I'm 33 years old, a husband, and the father of two little girls. As of 2025, I find myself in that strange limbo of being technically employed but fundamentally dissatisfied with the work I'm doing. The paychecks arrive, but something essential is missing.
The AI Anxiety
Like almost everyone I know, I've spent the past year watching the AI revolution unfold with a peculiar mix of excitement and dread. The fear of missing out is constant and exhausting. Every morning brings news of another breakthrough, another tool that promises to change everything, another startup that seems to have figured out the future while I'm still fumbling with the present.
So I started doing what felt natural: having long conversations with AI systems about AI itself. Brainstorming sessions that stretched into hours, exploring possibilities, trying to identify the angle I was missing or the opportunity I should be chasing. I was convinced that somewhere in those conversations, I'd find the key to unlocking my place in this new world.
What I found instead was something I wasn't expecting.
Asking the Wrong Question
For months, I had been obsessing over "how do I exploit AI?" when the real question—the one I'd been avoiding—was much simpler: "what do I actually want to build?"
The uncomfortable realization came slowly: most of my professional work doesn't need artificial intelligence at all. I work with financial data, and financial data demands precision. Numbers need to be deterministic, reproducible, and auditable. You can't hand a client a report and say "the AI thinks your revenue was probably around this figure." That's not how trust works in my field. An AI that gives you a slightly different answer each time you ask isn't just unhelpful—it's actively dangerous.
My real tools have always been spreadsheets and scripts. They're not glamorous, they won't get me invited to conferences, but they work exactly the same way every single time I run them. There's a quiet satisfaction in that reliability.
The Problem Behind the Problem
Once I stopped chasing AI opportunities, I finally saw what was really bothering me. The FOMO wasn't about missing a technological revolution. It was about time—specifically, how I was spending mine.
I've been filling my days with work that compensates well but creates nothing lasting. Paper collection. Compliance checkboxes. Tasks that require no engineering mindset, no creative problem-solving, no actual building. Just processing inputs and producing outputs that look exactly like everyone else's.
Every hour I spend on that kind of work is an hour I'm not spending on what I genuinely want to do. And those hours add up into weeks, then months, then years of a career that looks successful on paper but feels hollow in practice.
What I'm Actually Looking For
When I strip away all the noise about AI and scalability and market opportunities, what remains is surprisingly simple: I want to build things.
Not "AI-powered" things designed to impress investors. Not "infinitely scalable" platforms meant to serve millions. Just useful tools that solve real problems for real people.

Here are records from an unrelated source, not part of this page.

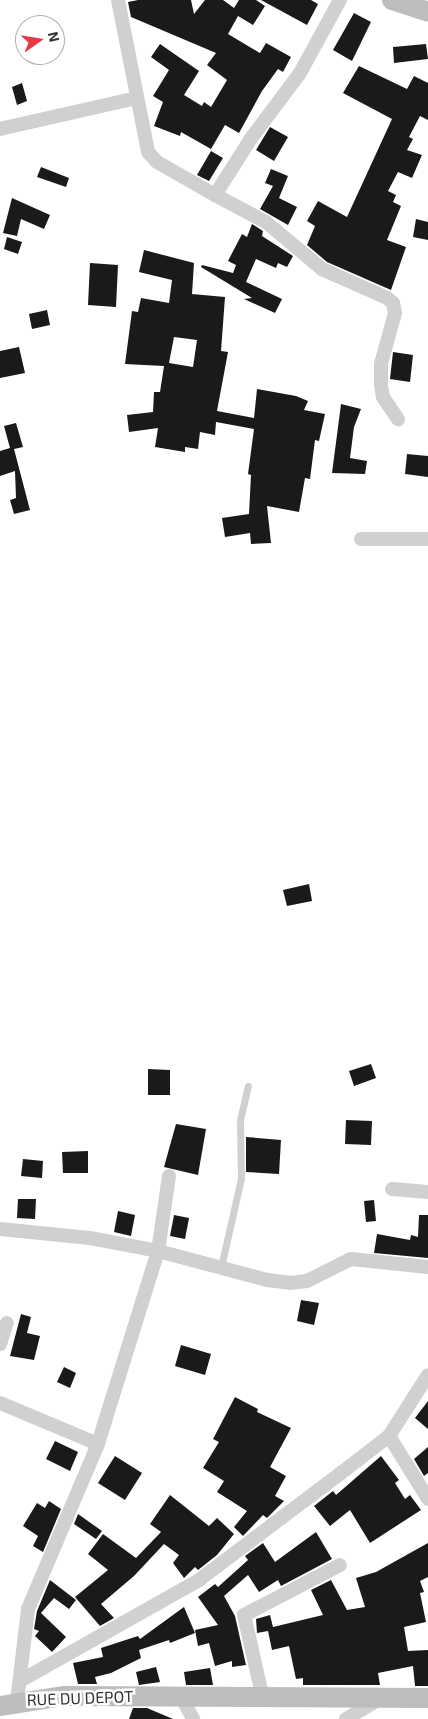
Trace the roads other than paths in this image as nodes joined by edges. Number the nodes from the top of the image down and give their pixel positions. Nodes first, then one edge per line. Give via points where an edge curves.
1 (118, 0) edge
2 (340, 0) edge
3 (392, 0) edge
4 (428, 12) edge
5 (136, 98) junction
6 (0, 128) edge
7 (215, 195) junction
8 (398, 419) dead end
9 (361, 539) dead end
10 (428, 539) edge
11 (248, 1086) dead end
12 (169, 1176) dead end
13 (392, 1189) dead end
14 (428, 1192) edge
15 (0, 1229) edge
16 (158, 1250) junction
17 (221, 1267) junction
18 (428, 1267) edge
19 (6, 1323) dead end
20 (0, 1344) edge
21 (428, 1376) edge
22 (0, 1403) edge
23 (389, 1436) junction
24 (98, 1444) junction
25 (428, 1499) edge
26 (340, 1565) dead end
27 (12, 1696) edge
28 (182, 1698) junction
29 (380, 1698) junction
30 (428, 1698) edge
31 (263, 1699) junction
32 (193, 1719) edge
33 (346, 1719) edge

1 - 5 street
2 - 7 street via 300,73 252,137
3 - 4 street
5 - 6 street
5 - 7 street via 148,152 157,162
7 - 8 street via 266,222 322,269 393,303 394,313 381,364 381,384 384,397
9 - 10 street
11 - 17 lane via 240,1120 241,1178
12 - 16 street
13 - 14 street
15 - 16 street via 90,1238
16 - 17 street
16 - 24 street
17 - 18 street via 290,1283 307,1281 351,1259
19 - 20 street
21 - 23 street
22 - 24 street
23 - 25 street
23 - 27 street via 199,1580
24 - 27 street via 28,1609
26 - 31 street via 244,1615
27 - 28 street, RUE DU DEPOT
28 - 31 street, RUE DU DEPOT
28 - 32 street
29 - 30 street, RUE DU DEPOT
29 - 31 street, RUE DU DEPOT
29 - 33 street

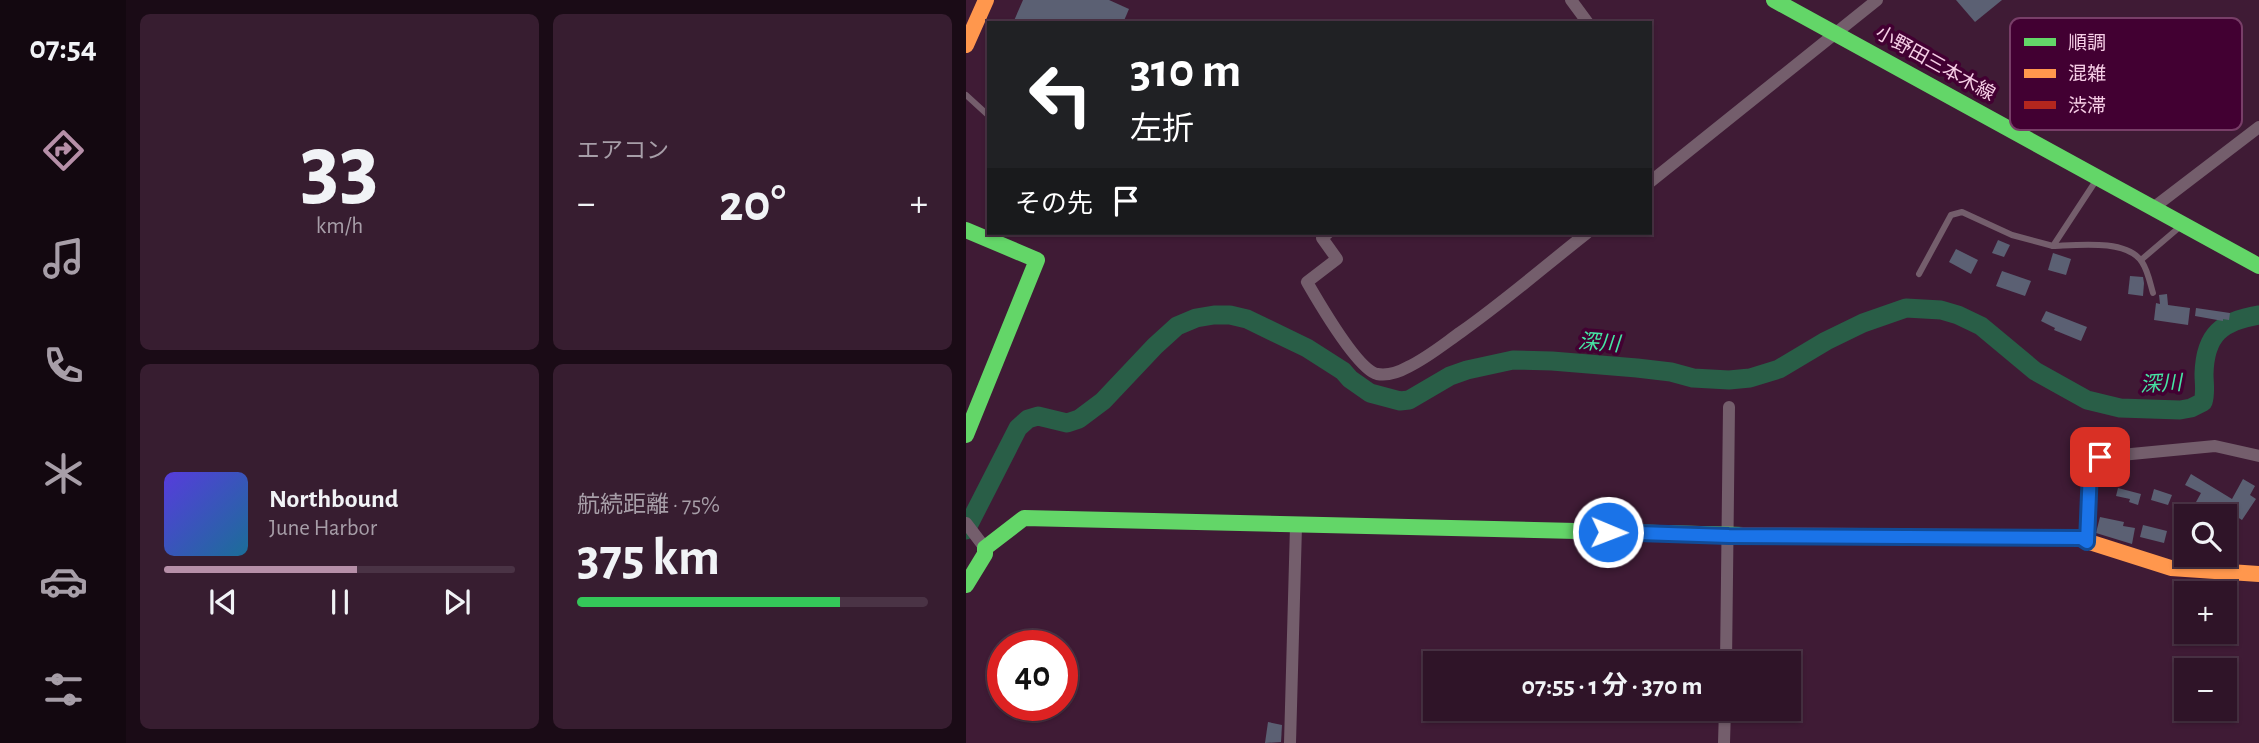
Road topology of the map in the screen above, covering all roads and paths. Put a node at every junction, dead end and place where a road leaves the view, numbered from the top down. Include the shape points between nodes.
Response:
1 (985, 0) edge
2 (1570, 0) edge
3 (1774, 0) edge
4 (1877, 0) edge
5 (1586, 21) edge
6 (1835, 34) junction
7 (966, 46) edge
8 (966, 95) edge
9 (987, 115) edge
10 (2259, 127) edge
11 (2010, 130) edge
12 (2010, 130) edge
13 (2098, 178) junction
14 (1652, 180) edge
15 (2153, 208) junction
16 (2183, 225) junction
17 (966, 230) edge
18 (1326, 235) edge
19 (1584, 235) edge
20 (2053, 246) junction
21 (2141, 260) junction
22 (2259, 266) edge
23 (1919, 274) dead end
24 (2153, 293) dead end
25 (1729, 407) dead end
26 (966, 435) edge
27 (2259, 456) edge
28 (966, 523) edge
29 (1296, 526) junction
30 (1729, 536) junction
31 (2087, 542) junction
32 (985, 548) junction
33 (2259, 575) edge
34 (966, 585) edge
35 (1726, 651) edge
36 (1725, 721) edge
37 (1290, 743) edge
38 (1724, 743) edge

1 - 7 street
2 - 5 street
3 - 6 street, 小野田三本木線
4 - 6 street
6 - 12 street, 小野田三本木線
6 - 14 street
8 - 9 lane
10 - 15 street
11 - 13 street, 小野田三本木線
13 - 15 street, 小野田三本木線
13 - 20 lane
15 - 16 street, 小野田三本木線
16 - 21 lane
16 - 22 street, 小野田三本木線
17 - 26 street via 1037,260
18 - 19 street via 1322,238 1337,259 1307,282 1354,354 1374,373 1385,374 1409,367 1437,349
20 - 21 lane via 2118,247
20 - 23 lane via 1962,212 1951,215
21 - 24 lane
25 - 30 street
27 - 31 street via 2215,446 2100,457 2090,470
28 - 32 street
29 - 30 street
29 - 32 street via 1024,518
29 - 37 street
30 - 31 street via 2081,538
30 - 35 street
31 - 33 street via 2171,568
32 - 34 street
36 - 38 street

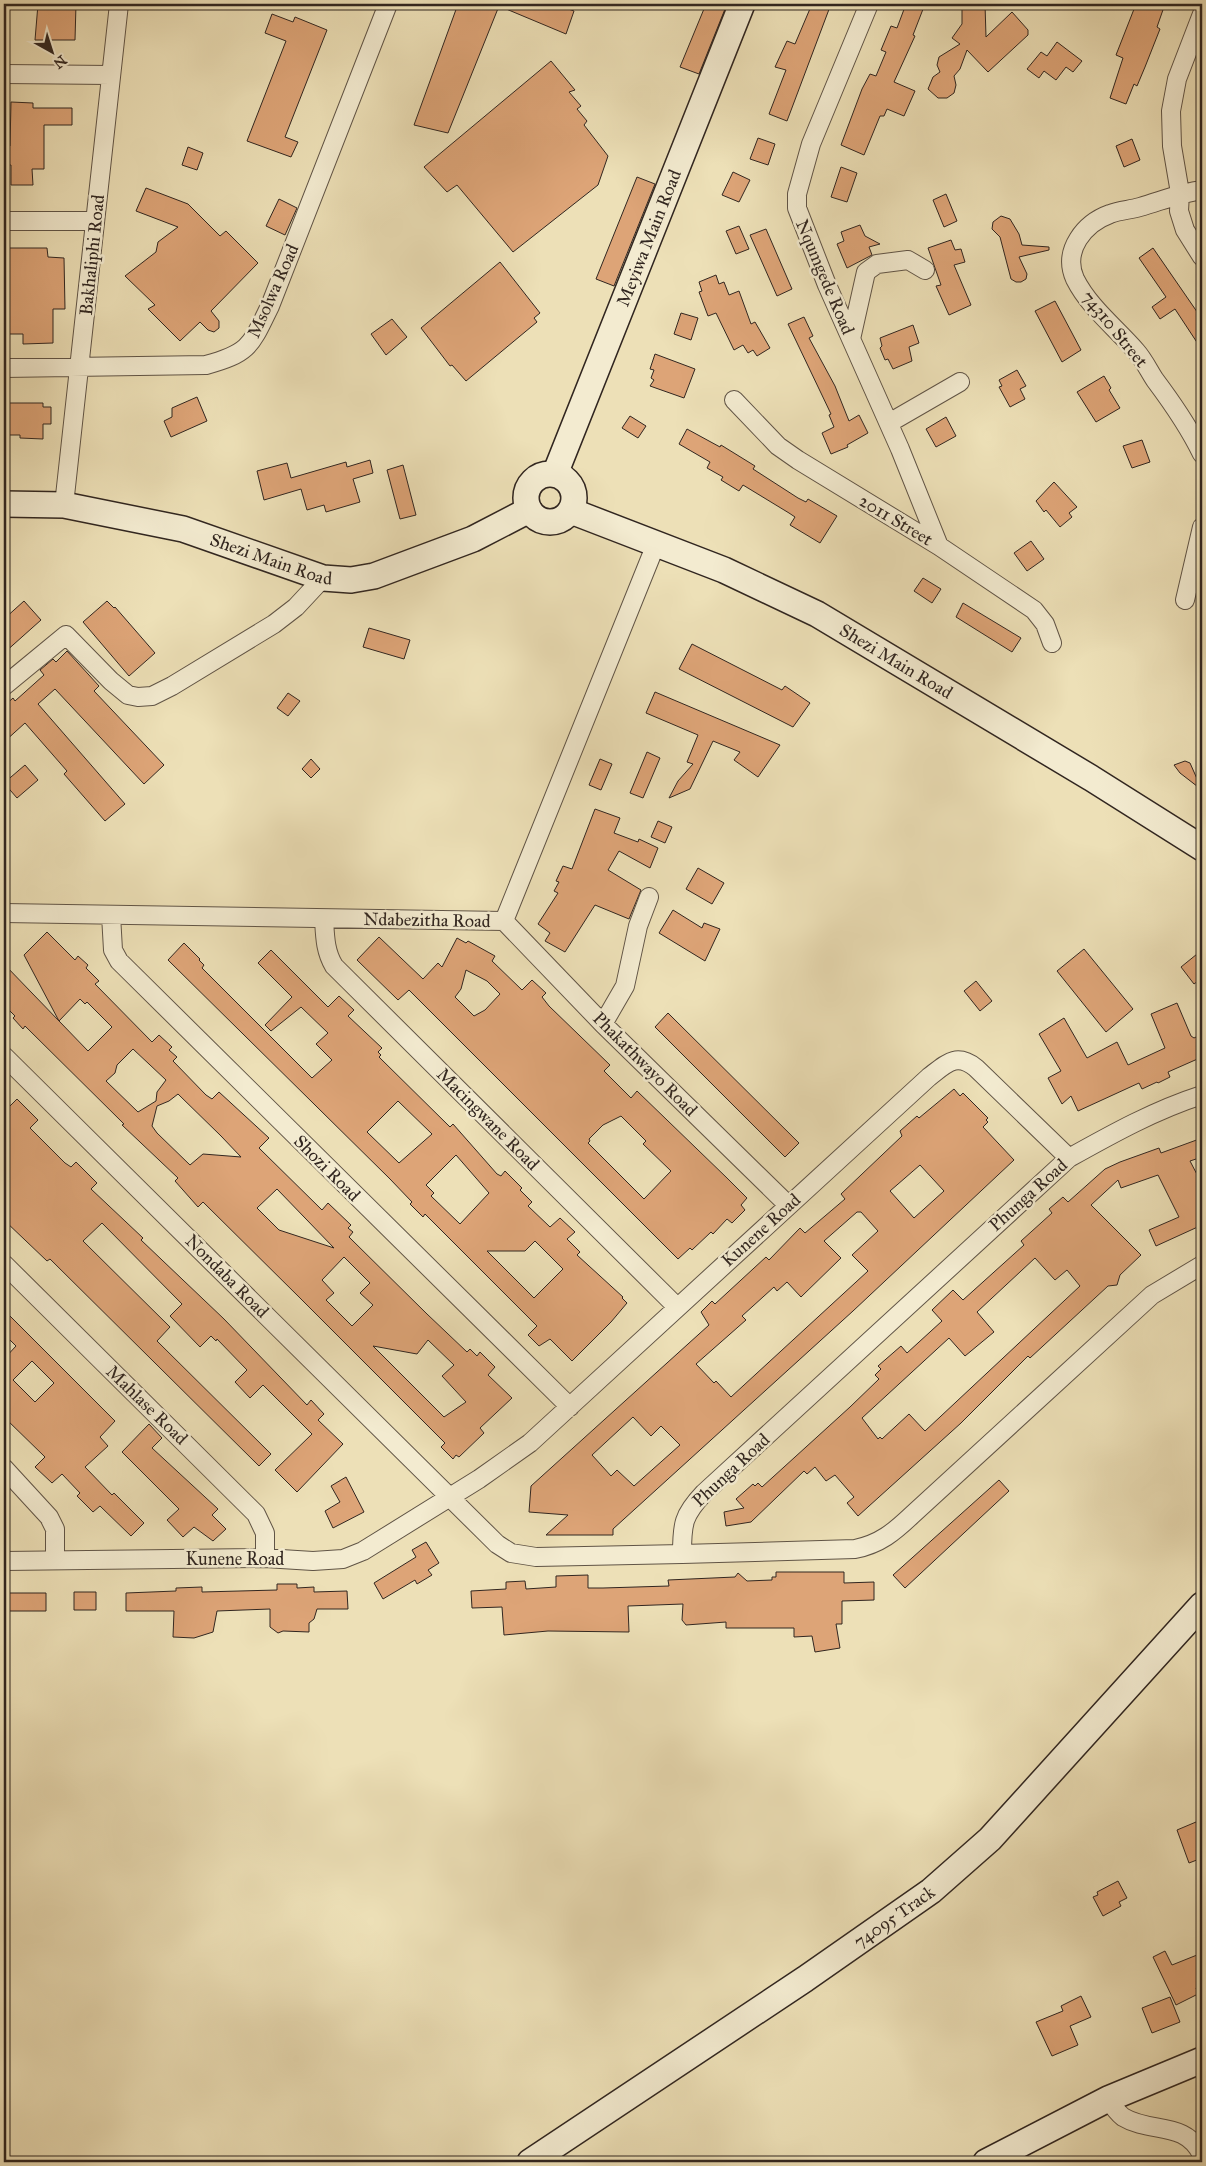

The people I understand best are small business owners who rely entirely on their accountants for regulatory compliance but have almost no visibility into what their numbers actually mean. They sign off on financial statements they don't fully understand and make decisions based on intuition because the data feels inaccessible. I know I can help them because I've done it before—turning financial chaos into something clear and actionable.
What would success look like? Maybe ten or fifteen clients who pay a monthly subscription for a web application I continuously improve. Recurring revenue that grows slowly but steadily. Work that compounds over time instead of evaporating the moment it's delivered.
It's not the kind of vision that attracts venture capital or generates headlines. But it might just be a life I'd actually enjoy living.
The Decision
I have existing commitments that will keep me busy through the spring, and I intend to honor them fully. But once those obligations are complete, I'm making a change. No more work that doesn't engage my brain as an engineer. No more paper collection disguised as professional services. No more trading my time for money in ways that leave nothing behind.
From this point forward, if the work doesn't involve building something, I'm not interested in doing it.
This Is Where It Starts
This blog exists to document whatever comes next. The experiments I'll try, the inevitable failures, the small victories that might not look like much to anyone else. Some of it will involve AI—these conversations have genuinely helped me think more clearly about what I want. But the goal was never to become an AI company or an AI expert. The goal is to build, and to do it in a way that fits the life I actually have.
I don't know exactly where this path leads. But for the first time in a while, I'm genuinely curious to find out.